Organizers from the school system, K2M and Virginia Chamber of Commerce all said they were impressed by the success of the event and believe it can lead to much needed future collaborations. Virginia Secretary of Technoogy Karen Jackson estimates the Commonwealth has 36,000 open jobs in cyber fields alone, while Gov. Terry McAuliffe has said there are thousands more of unmet positions in other technology industries.
As part of nationwide efforts to better link academic achievement with these private sector needs, the U.S. Chamber of Commerce selected Virginia as one of five partner states to test a pilot program bringing together the private sector and public school students. The Virginia Chamber of Commerce then selected the Loudoun County Chamber of Commerce as one of three regional partners to begin these pilot programs.

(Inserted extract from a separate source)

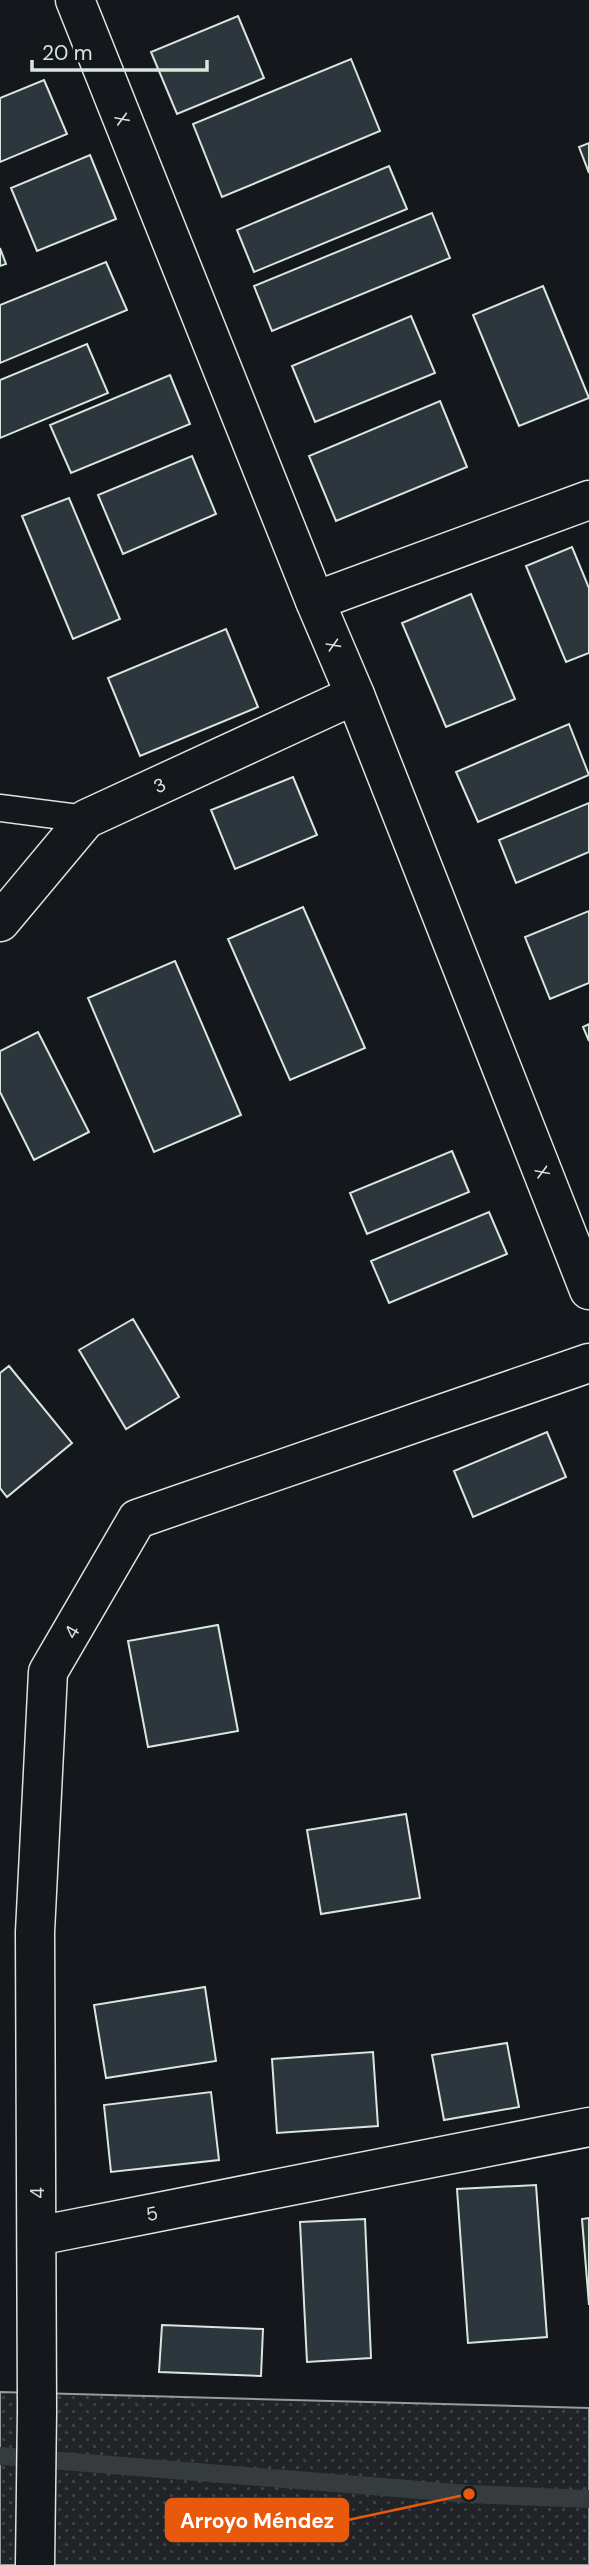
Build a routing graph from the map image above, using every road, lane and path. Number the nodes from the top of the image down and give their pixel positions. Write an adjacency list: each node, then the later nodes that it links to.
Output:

The chambers then identified K2M, a 300-employee, Leesburg-based global leader in medical technology and research that had previously partnered with Loudoun schools, as a perfect private sector partner.
“Work-based learning is an important component of education. You see a lot of interest in that these days,” said Cyndi Miracle, Virginia Chamber Senior Vice President of Programs. “It’s not just an internship. It flips it and brings the company into the school and you can reach more students and scale it to the students.”
As the Virginia Chamber begins similar initiatives set to launch in Lynchburg and Montgomery County, Miracle said partnering with industry professionals helped motivate and inspire students for the Innovation Challenge.
AET administrators said they were just as excited to be the beneficiaries. Combining elements of math, science and coding, AET principal Tinell Priddy said the partnership with K2M was a fantastic way to end the academy’s first year and expose them to real-world challenges. Set to be consolidated with the newly opened Academies of Loudoun magnet school next fall, Priddy said this has helped position students for success going forward in both their academic and professional careers.
“I’m so excited about what these kids can accomplish already,” Priddy said. “It’s been a great development.”